*** Block opens ***

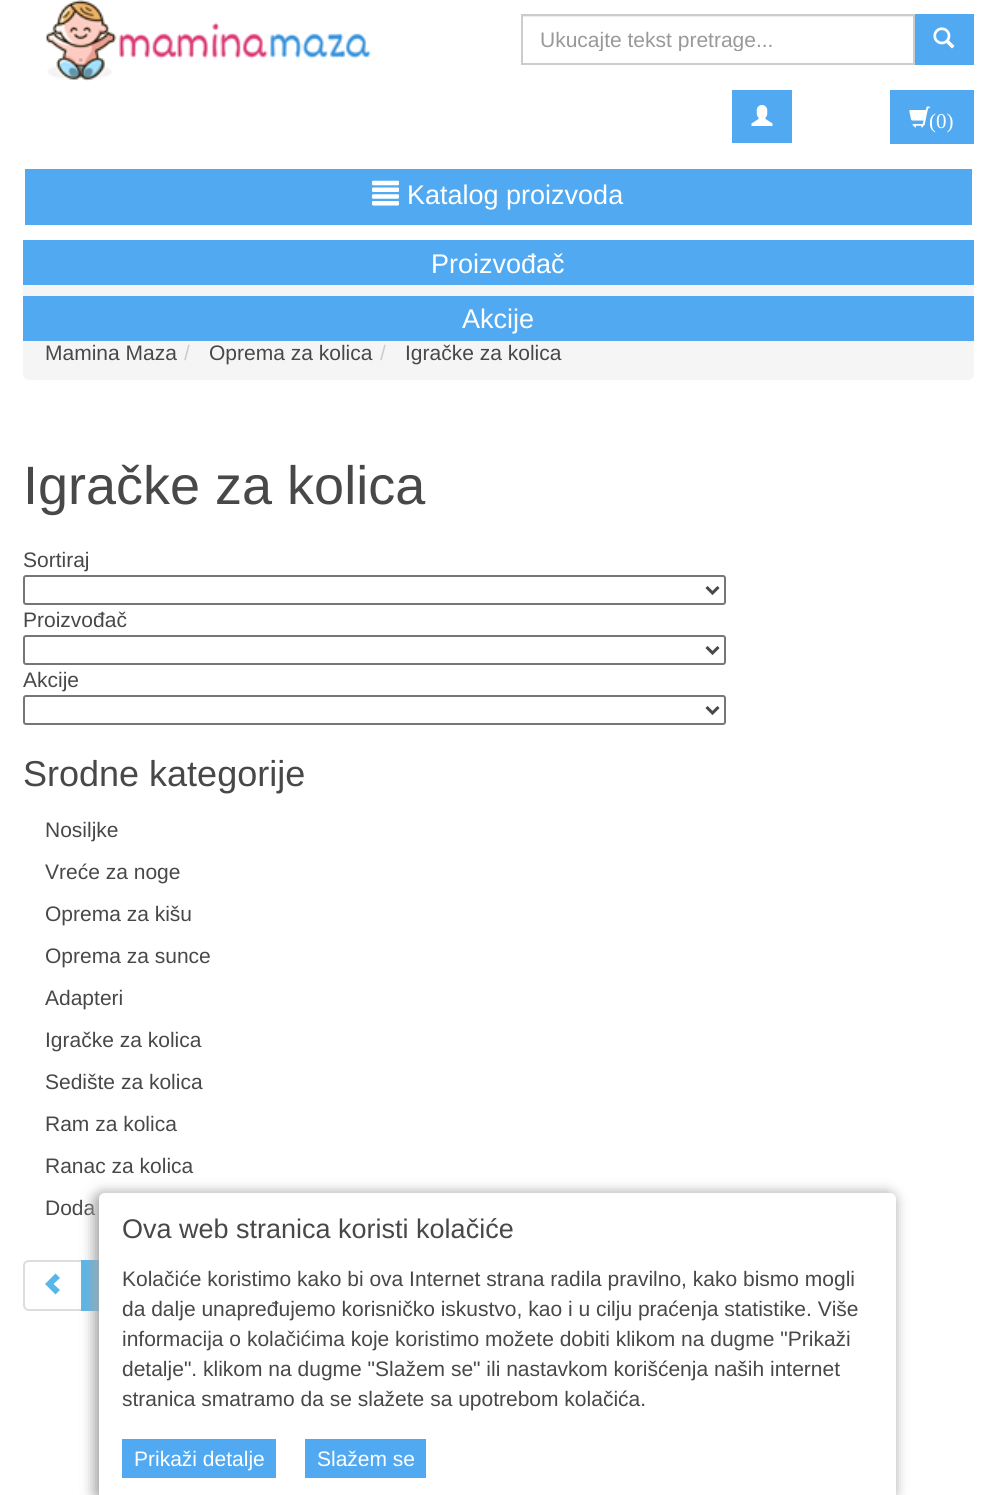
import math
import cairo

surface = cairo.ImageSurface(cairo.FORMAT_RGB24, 995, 1495)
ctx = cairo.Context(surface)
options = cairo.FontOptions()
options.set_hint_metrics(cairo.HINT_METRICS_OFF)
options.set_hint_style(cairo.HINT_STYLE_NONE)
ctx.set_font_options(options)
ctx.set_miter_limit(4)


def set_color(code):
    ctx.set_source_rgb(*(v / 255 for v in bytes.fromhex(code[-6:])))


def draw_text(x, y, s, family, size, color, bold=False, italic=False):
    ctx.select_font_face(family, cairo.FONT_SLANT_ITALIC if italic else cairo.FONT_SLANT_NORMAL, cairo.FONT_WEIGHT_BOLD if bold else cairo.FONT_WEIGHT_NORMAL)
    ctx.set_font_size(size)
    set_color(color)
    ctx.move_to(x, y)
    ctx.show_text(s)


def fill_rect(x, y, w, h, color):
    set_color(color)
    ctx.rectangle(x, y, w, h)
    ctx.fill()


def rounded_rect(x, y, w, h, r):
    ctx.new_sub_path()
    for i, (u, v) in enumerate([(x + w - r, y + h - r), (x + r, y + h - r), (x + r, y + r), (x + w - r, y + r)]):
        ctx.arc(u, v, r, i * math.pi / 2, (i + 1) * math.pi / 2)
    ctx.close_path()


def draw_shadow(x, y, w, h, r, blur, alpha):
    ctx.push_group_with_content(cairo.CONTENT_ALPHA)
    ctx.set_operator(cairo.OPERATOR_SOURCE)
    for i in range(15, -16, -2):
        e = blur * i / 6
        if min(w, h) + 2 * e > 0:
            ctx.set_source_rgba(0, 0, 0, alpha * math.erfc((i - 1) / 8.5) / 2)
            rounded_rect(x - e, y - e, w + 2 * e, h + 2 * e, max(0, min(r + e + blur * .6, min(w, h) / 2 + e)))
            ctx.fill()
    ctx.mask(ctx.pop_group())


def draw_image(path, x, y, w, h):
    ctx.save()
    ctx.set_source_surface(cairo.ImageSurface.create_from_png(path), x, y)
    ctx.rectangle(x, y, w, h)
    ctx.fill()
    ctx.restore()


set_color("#ffffff")
ctx.paint()
draw_image("assets/img1.png", 45, 0, 326, 81)
fill_rect(522, 16, 392, 1, "#ececec")
ctx.rectangle(522, 15, 392, 49)
set_color("#cccccc")
ctx.stroke()
ctx.save()
ctx.rectangle(540, 27, 356, 24)
ctx.clip()
draw_text(540, 47, "Ukucajte tekst pretrage...", "Liberation Sans", 21, "#999999")
ctx.restore()
fill_rect(915, 14, 59, 51, "#51aaf1")
draw_image("assets/img2.png", 933, 27, 22, 22)
fill_rect(732, 90, 60, 53, "#51aaf1")
draw_image("assets/img3.png", 751, 105, 22, 21)
fill_rect(890, 90, 84, 54, "#51aaf1")
draw_image("assets/img4.png", 909, 106, 21, 22)
draw_text(929, 128, "(0)", "Liberation Serif", 21, "#ffffff")
fill_rect(25, 169, 947, 56, "#51aaf1")
draw_image("assets/img5.png", 372, 180, 27, 26)
draw_text(407, 204, "Katalog proizvoda", "Liberation Sans", 27, "#ffffff")
set_color("#f5f5f5")
rounded_rect(23, 251, 951, 129, 6)
ctx.fill()
fill_rect(23, 240, 951, 45, "#51aaf1")
draw_text(431, 273, "Proizvođač", "Liberation Sans", 27, "#ffffff")
fill_rect(23, 296, 951, 45, "#51aaf1")
draw_text(462, 328, "Akcije", "Liberation Sans", 27, "#ffffff")
draw_text(45, 360, "Mamina Maza", "Liberation Sans", 21, "#484848")
draw_text(184, 360, "/", "Liberation Sans", 21, "#cccccc")
draw_text(209, 360, "Oprema za kolica", "Liberation Sans", 21, "#484848")
draw_text(380, 360, "/", "Liberation Sans", 21, "#cccccc")
draw_text(405, 360, "Igračke za kolica", "Liberation Sans", 21, "#484848")
draw_text(23, 504, "Igračke za kolica", "Liberation Sans", 54, "#484848")
draw_text(23, 567, "Sortiraj", "Liberation Sans", 21, "#484848")
rounded_rect(24, 576, 701, 28, 2)
set_color("#767676")
ctx.stroke()
ctx.new_path()
ctx.move_to(706.5, 587)
ctx.line_to(712.5, 593)
ctx.line_to(718.5, 587)
set_color("#484848")
ctx.set_line_width(3)
ctx.stroke()
draw_text(23, 627, "Proizvođač", "Liberation Sans", 21, "#484848")
rounded_rect(24, 636, 701, 28, 2)
set_color("#767676")
ctx.set_line_width(2)
ctx.stroke()
ctx.new_path()
ctx.move_to(706.5, 647)
ctx.line_to(712.5, 653)
ctx.line_to(718.5, 647)
set_color("#484848")
ctx.set_line_width(3)
ctx.stroke()
draw_text(23, 687, "Akcije", "Liberation Sans", 21, "#484848")
rounded_rect(24, 696, 701, 28, 2)
set_color("#767676")
ctx.set_line_width(2)
ctx.stroke()
ctx.new_path()
ctx.move_to(706.5, 707)
ctx.line_to(712.5, 713)
ctx.line_to(718.5, 707)
set_color("#484848")
ctx.set_line_width(3)
ctx.stroke()
draw_text(23, 786, "Srodne kategorije", "Liberation Sans", 36, "#484848")
draw_text(45, 837, "Nosiljke", "Liberation Sans", 21, "#484848")
draw_text(45, 879, "Vreće za noge", "Liberation Sans", 21, "#484848")
draw_text(45, 921, "Oprema za kišu", "Liberation Sans", 21, "#484848")
draw_text(45, 963, "Oprema za sunce", "Liberation Sans", 21, "#484848")
draw_text(45, 1005, "Adapteri", "Liberation Sans", 21, "#484848")
draw_text(45, 1047, "Igračke za kolica", "Liberation Sans", 21, "#484848")
draw_text(45, 1089, "Sedište za kolica", "Liberation Sans", 21, "#484848")
draw_text(45, 1131, "Ram za kolica", "Liberation Sans", 21, "#484848")
draw_text(45, 1173, "Ranac za kolica", "Liberation Sans", 21, "#484848")
draw_text(45, 1215, "Doda", "Liberation Sans", 21, "#484848")
ctx.new_path()
ctx.move_to(29, 1261)
ctx.line_to(82, 1261)
ctx.line_to(82, 1310)
ctx.line_to(29, 1310)
ctx.curve_to(26, 1310, 24, 1308, 24, 1305)
ctx.line_to(24, 1266)
ctx.curve_to(24, 1263, 26, 1261, 29, 1261)
ctx.close_path()
set_color("#dddddd")
ctx.set_line_width(2)
ctx.stroke()
set_color("#58b6ea")
ctx.new_path()
ctx.move_to(45, 1284)
ctx.line_to(55.5, 1294.5)
ctx.line_to(60, 1290)
ctx.line_to(53.5, 1284)
ctx.line_to(60, 1278)
ctx.line_to(55.5, 1273.5)
ctx.close_path()
ctx.fill()
fill_rect(81, 1260, 18, 51, "#58b6ea")
set_color("#a5a5a5")
draw_shadow(96, 1196, 797, 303, 6, 7, 0.8)
draw_shadow(96, 1194, 797, 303, 6, 7, 0.8)
set_color("#ffffff")
ctx.new_path()
ctx.move_to(105, 1193)
ctx.line_to(890, 1193)
ctx.curve_to(893.5, 1193, 896, 1195.5, 896, 1199)
ctx.line_to(896, 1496)
ctx.line_to(99, 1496)
ctx.line_to(99, 1199)
ctx.curve_to(99, 1195.5, 101.5, 1193, 105, 1193)
ctx.close_path()
ctx.fill()
draw_text(122, 1238, "Ova web stranica koristi kolačiće", "Liberation Sans", 27, "#484848")
draw_text(122, 1286, "Kolačiće koristimo kako bi ova Internet strana radila pravilno, kako bismo mogli", "Liberation Sans", 21, "#484848")
draw_text(122, 1316, "da dalje unapređujemo korisničko iskustvo, kao i u cilju praćenja statistike. Više", "Liberation Sans", 21, "#484848")
draw_text(122, 1346, "informacija o kolačićima koje koristimo možete dobiti klikom na dugme \"Prikaži", "Liberation Sans", 21, "#484848")
draw_text(122, 1376, "detalje\". klikom na dugme \"Slažem se\" ili nastavkom korišćenja naših internet", "Liberation Sans", 21, "#484848")
draw_text(122, 1406, "stranica smatramo da se slažete sa upotrebom kolačića.", "Liberation Sans", 21, "#484848")
fill_rect(122, 1439, 154, 39, "#51aaf1")
draw_text(134, 1466, "Prikaži detalje", "Liberation Sans", 21, "#ffffff")
fill_rect(305, 1439, 121, 39, "#51aaf1")
draw_text(317, 1466, "Slažem se", "Liberation Sans", 21, "#ffffff")
surface.write_to_png("output.png")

*** Block closes ***

- **Task details**:
Only the lines from where the data begins to the line with "ctx.set_source_rgb(*(v / 255", both of them included, should be reproduced word for word; no pictures.

- **Result for this task**:
import math
import cairo

surface = cairo.ImageSurface(cairo.FORMAT_RGB24, 995, 1495)
ctx = cairo.Context(surface)
options = cairo.FontOptions()
options.set_hint_metrics(cairo.HINT_METRICS_OFF)
options.set_hint_style(cairo.HINT_STYLE_NONE)
ctx.set_font_options(options)
ctx.set_miter_limit(4)


def set_color(code):
    ctx.set_source_rgb(*(v / 255 for v in bytes.fromhex(code[-6:])))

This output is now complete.